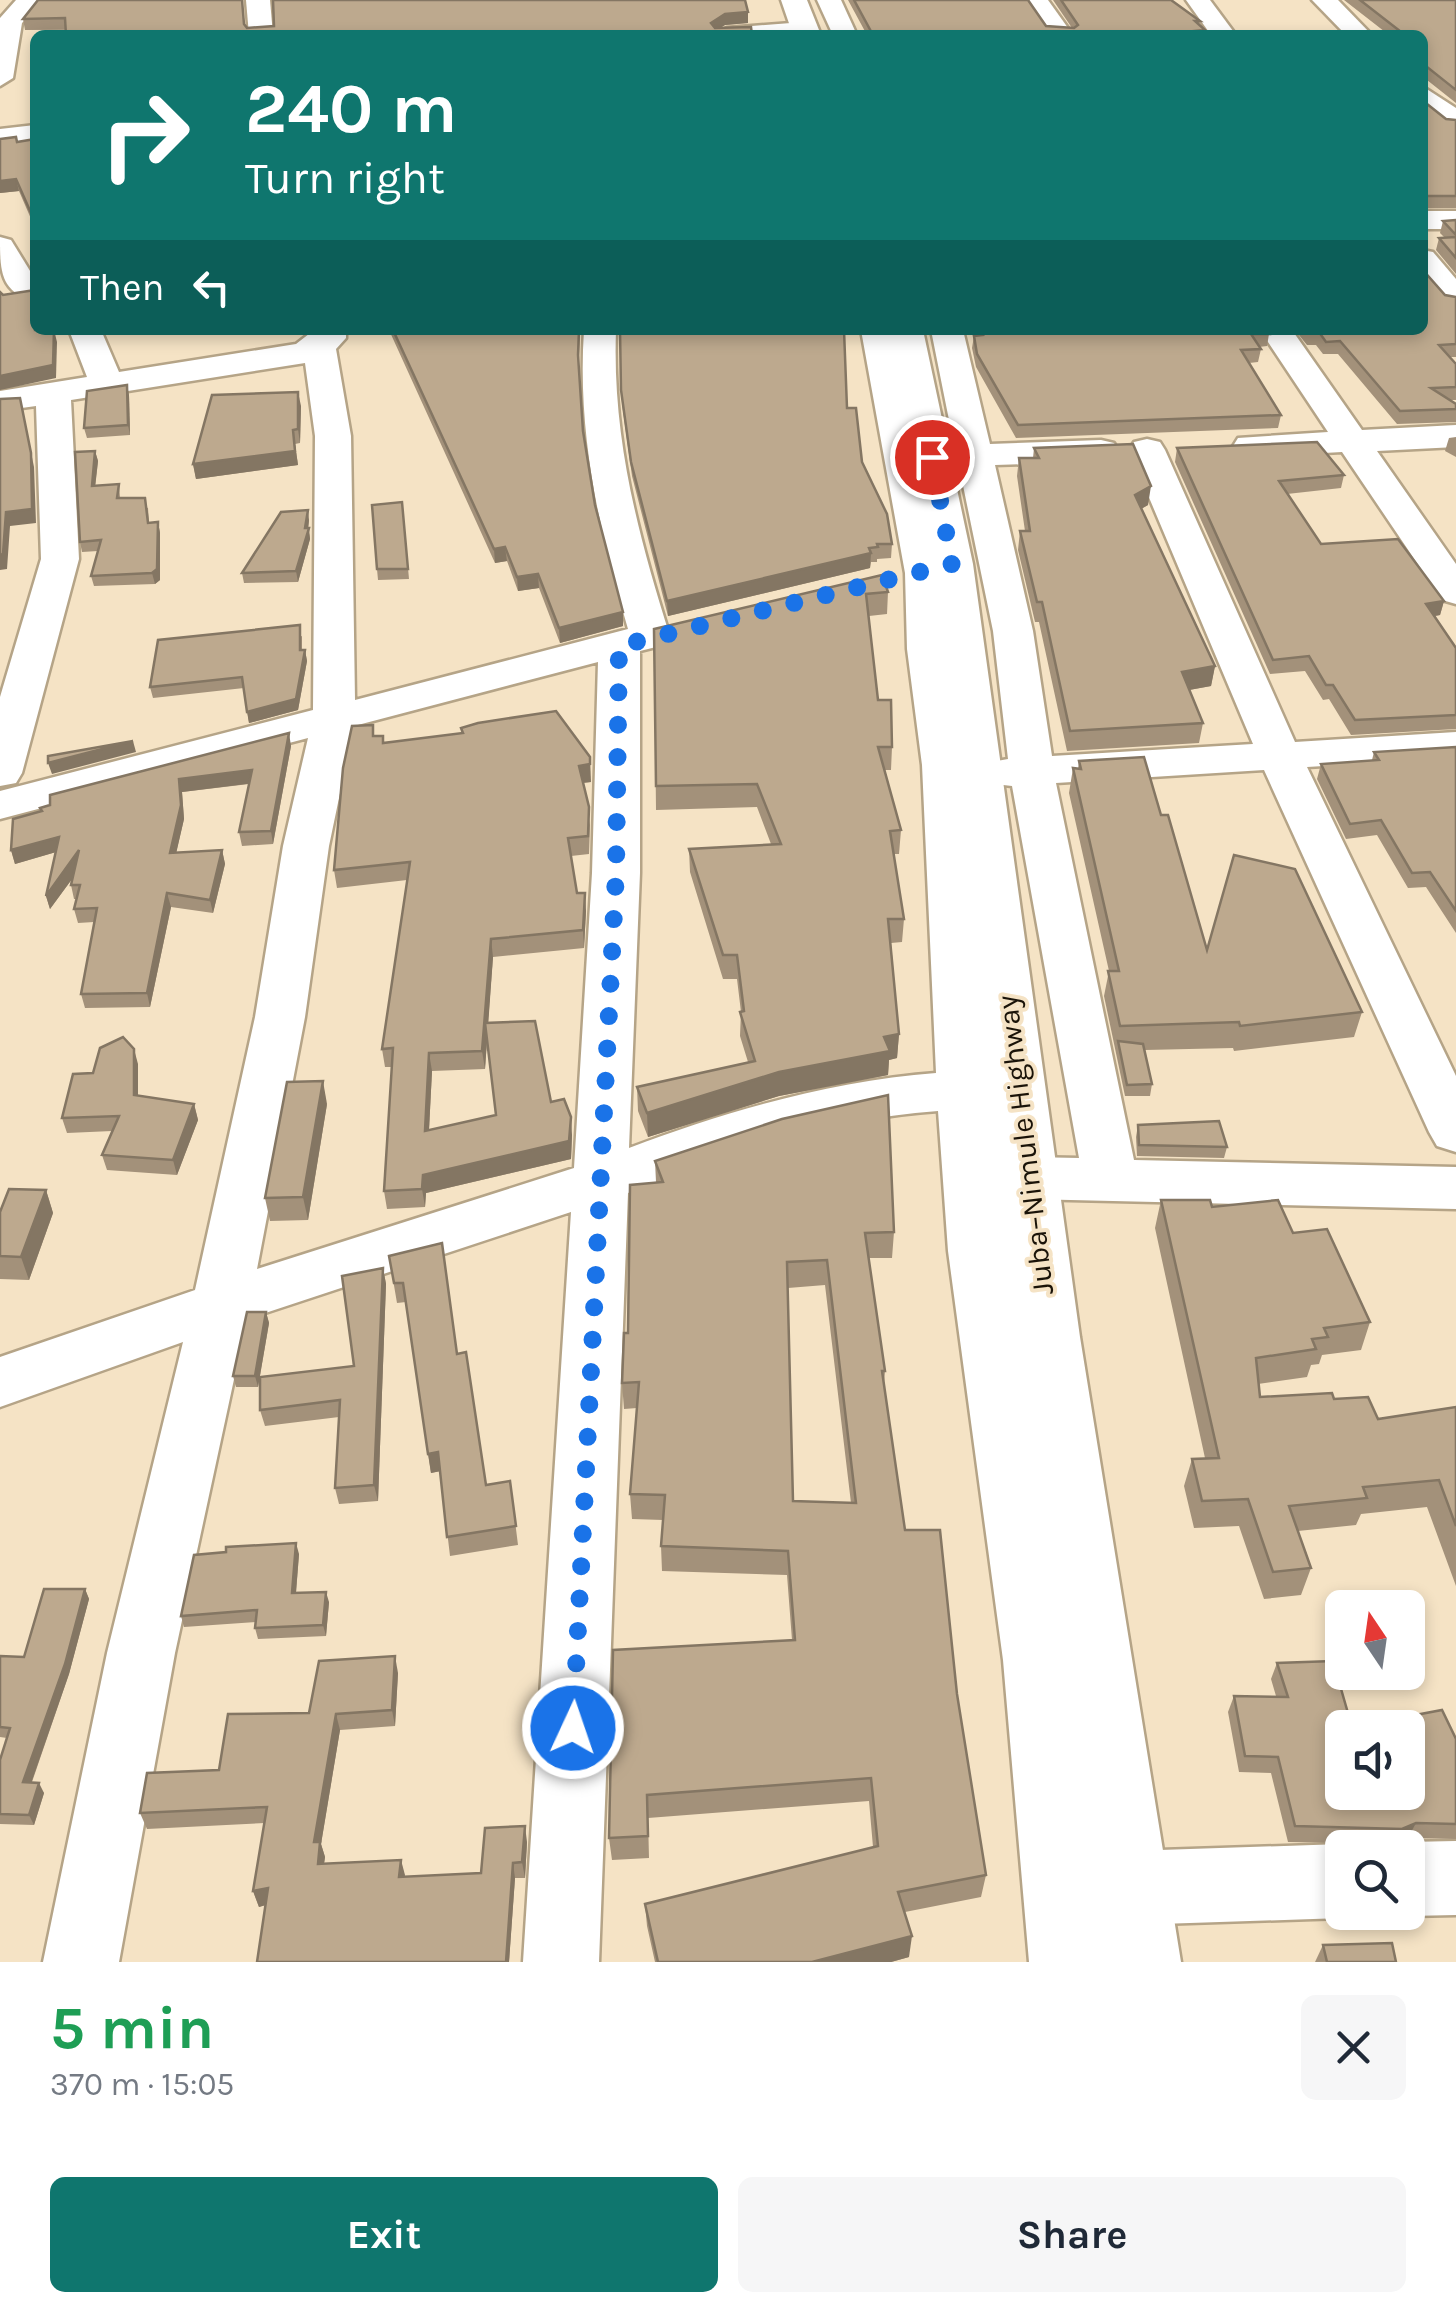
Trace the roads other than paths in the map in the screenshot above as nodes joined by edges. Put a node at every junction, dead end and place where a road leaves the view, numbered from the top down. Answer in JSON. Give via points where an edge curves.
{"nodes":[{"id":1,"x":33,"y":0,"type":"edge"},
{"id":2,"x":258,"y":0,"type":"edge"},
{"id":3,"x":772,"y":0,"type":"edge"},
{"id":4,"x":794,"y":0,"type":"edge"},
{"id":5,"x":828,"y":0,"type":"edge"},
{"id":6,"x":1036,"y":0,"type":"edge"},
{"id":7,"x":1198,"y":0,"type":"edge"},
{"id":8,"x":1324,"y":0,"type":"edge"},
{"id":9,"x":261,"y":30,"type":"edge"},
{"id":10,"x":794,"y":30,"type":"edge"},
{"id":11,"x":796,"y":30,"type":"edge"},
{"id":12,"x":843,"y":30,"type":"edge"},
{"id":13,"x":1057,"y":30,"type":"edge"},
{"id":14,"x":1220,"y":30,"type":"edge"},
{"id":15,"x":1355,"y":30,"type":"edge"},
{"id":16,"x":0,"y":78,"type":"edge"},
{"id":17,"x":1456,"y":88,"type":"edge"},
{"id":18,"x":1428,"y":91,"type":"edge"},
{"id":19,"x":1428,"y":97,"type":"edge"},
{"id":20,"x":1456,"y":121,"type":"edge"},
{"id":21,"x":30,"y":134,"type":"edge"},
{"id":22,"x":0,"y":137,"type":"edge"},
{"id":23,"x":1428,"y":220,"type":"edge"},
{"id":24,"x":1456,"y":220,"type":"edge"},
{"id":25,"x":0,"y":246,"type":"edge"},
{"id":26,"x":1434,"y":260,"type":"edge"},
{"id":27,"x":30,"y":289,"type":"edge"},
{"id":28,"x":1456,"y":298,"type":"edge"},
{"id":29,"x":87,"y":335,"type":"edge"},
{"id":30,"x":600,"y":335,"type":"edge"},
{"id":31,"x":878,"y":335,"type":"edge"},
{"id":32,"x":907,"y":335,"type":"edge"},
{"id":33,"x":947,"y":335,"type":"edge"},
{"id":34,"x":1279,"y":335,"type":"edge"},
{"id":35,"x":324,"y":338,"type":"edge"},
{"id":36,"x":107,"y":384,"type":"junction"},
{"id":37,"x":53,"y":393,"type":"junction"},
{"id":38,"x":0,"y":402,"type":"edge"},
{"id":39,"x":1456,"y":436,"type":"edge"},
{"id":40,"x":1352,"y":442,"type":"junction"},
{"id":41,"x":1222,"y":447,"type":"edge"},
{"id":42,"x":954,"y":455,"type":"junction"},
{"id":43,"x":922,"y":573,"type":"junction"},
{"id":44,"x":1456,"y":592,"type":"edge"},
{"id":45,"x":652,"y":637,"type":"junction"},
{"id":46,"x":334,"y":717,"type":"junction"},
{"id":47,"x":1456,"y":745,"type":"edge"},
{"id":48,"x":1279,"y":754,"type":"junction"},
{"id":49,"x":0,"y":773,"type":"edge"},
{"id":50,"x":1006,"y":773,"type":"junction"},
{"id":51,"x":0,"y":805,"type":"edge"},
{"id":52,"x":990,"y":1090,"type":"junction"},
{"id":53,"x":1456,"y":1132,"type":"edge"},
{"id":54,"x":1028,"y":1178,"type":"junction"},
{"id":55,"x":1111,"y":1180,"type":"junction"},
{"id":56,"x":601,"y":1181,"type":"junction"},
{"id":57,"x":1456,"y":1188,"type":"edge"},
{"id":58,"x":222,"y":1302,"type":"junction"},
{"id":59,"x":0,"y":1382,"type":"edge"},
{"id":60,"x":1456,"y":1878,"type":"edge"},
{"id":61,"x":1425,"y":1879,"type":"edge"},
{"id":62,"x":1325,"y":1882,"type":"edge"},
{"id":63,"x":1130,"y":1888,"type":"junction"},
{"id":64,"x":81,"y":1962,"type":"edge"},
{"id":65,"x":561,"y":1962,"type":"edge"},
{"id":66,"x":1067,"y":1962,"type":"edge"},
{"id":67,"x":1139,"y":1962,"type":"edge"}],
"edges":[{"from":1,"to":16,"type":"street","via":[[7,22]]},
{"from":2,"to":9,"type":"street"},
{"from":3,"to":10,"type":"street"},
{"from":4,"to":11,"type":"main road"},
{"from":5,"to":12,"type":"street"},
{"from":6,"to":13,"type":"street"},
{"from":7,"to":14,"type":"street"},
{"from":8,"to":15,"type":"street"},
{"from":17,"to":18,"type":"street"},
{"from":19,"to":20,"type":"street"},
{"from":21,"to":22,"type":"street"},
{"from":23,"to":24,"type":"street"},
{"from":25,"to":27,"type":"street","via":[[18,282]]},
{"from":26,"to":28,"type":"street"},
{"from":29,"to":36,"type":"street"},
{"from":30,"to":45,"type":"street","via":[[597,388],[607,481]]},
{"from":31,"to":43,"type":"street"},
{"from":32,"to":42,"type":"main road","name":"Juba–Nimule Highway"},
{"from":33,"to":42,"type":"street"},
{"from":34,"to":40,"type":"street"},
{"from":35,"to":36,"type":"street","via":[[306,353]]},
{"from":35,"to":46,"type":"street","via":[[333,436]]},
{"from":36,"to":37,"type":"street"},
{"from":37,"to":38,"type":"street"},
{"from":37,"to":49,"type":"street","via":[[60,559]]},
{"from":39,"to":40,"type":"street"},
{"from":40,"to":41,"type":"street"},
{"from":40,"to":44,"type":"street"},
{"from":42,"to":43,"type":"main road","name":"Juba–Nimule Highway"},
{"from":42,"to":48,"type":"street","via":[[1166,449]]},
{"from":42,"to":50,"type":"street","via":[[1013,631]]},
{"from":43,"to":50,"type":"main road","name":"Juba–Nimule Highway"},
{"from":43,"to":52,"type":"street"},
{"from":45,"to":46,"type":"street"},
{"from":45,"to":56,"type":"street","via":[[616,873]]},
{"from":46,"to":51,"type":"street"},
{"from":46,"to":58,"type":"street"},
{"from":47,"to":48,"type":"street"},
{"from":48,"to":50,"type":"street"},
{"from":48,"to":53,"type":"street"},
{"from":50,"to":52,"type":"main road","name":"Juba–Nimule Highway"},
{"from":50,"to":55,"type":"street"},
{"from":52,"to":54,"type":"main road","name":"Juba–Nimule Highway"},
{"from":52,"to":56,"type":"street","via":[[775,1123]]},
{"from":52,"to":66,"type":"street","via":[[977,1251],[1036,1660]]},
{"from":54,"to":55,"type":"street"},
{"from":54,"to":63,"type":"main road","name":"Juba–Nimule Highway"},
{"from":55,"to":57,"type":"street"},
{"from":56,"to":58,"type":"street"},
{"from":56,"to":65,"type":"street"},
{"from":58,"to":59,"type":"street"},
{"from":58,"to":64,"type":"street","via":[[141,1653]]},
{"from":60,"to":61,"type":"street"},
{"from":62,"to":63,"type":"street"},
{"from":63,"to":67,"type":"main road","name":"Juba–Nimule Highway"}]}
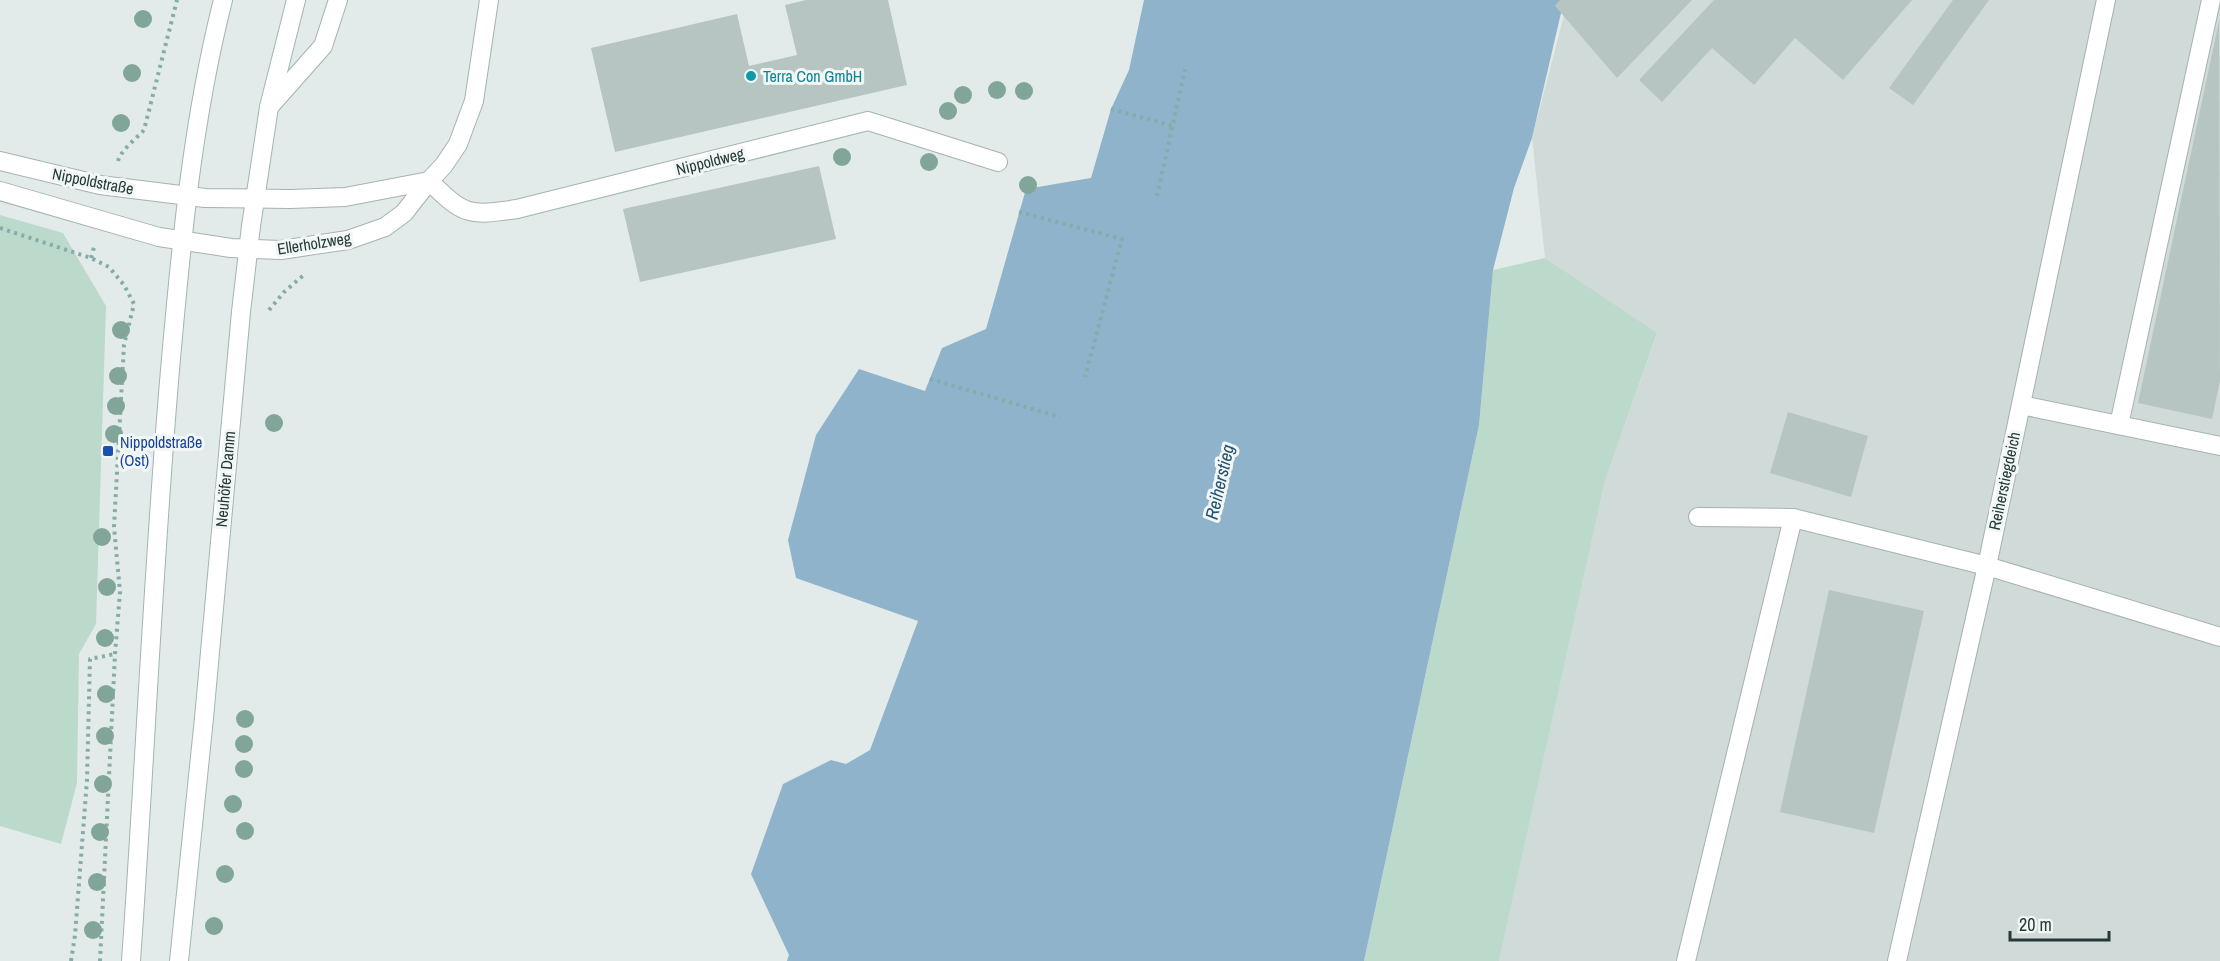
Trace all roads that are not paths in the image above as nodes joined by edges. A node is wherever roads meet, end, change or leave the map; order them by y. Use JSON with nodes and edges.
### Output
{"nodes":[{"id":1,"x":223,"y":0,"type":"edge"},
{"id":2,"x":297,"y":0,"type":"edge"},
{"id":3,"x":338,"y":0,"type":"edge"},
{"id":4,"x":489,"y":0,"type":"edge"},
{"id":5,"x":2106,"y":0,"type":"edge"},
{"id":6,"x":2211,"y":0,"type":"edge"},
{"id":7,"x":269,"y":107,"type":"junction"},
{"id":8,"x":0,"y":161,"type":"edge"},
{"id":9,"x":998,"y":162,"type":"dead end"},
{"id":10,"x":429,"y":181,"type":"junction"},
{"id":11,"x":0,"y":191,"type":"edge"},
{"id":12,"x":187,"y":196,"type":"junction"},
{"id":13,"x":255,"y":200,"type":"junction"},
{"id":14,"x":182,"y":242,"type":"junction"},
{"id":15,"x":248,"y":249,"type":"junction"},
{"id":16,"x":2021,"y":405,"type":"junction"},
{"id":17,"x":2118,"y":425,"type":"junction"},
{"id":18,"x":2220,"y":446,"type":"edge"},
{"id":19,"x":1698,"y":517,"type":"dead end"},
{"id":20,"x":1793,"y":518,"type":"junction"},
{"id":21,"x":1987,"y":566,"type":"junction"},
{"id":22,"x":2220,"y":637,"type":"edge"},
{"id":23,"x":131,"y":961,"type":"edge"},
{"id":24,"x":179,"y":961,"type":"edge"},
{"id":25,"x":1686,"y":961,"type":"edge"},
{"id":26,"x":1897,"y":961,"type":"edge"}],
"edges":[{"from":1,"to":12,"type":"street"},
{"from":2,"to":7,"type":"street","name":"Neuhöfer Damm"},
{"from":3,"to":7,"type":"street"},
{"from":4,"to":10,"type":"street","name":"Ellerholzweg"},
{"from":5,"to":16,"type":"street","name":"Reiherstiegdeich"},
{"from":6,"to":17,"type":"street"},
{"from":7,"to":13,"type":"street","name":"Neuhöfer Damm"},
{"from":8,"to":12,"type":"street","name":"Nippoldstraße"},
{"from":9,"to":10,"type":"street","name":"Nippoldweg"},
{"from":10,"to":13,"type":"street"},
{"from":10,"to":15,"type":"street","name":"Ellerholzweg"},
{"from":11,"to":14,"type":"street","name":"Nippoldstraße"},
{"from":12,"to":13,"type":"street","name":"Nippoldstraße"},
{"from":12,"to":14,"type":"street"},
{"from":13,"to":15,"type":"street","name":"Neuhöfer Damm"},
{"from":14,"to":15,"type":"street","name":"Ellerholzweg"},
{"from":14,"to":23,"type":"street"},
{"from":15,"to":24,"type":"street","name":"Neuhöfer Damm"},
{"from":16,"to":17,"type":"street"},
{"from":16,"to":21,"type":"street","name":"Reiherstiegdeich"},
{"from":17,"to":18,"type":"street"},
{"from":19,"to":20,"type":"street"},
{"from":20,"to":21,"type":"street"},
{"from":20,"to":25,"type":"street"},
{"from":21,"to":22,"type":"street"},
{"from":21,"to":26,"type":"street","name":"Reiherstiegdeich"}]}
○ ○ ○ ○
§ PROBLEM TO SOLVE:
Pick out the lines above that hold the string "Trace" and show them.

§ SOLUTION TO THIS PROBLEM:
Trace the roads other than paths in the map in the screenshot above as nodes joined by edges. Put a node at every junction, dead end and place where a road leaves the view, numbered from the top down. Answer in JSON. Give via points where an edge curves.
Trace all roads that are not paths in the image above as nodes joined by edges. A node is wherever roads meet, end, change or leave the map; order them by y. Use JSON with nodes and edges.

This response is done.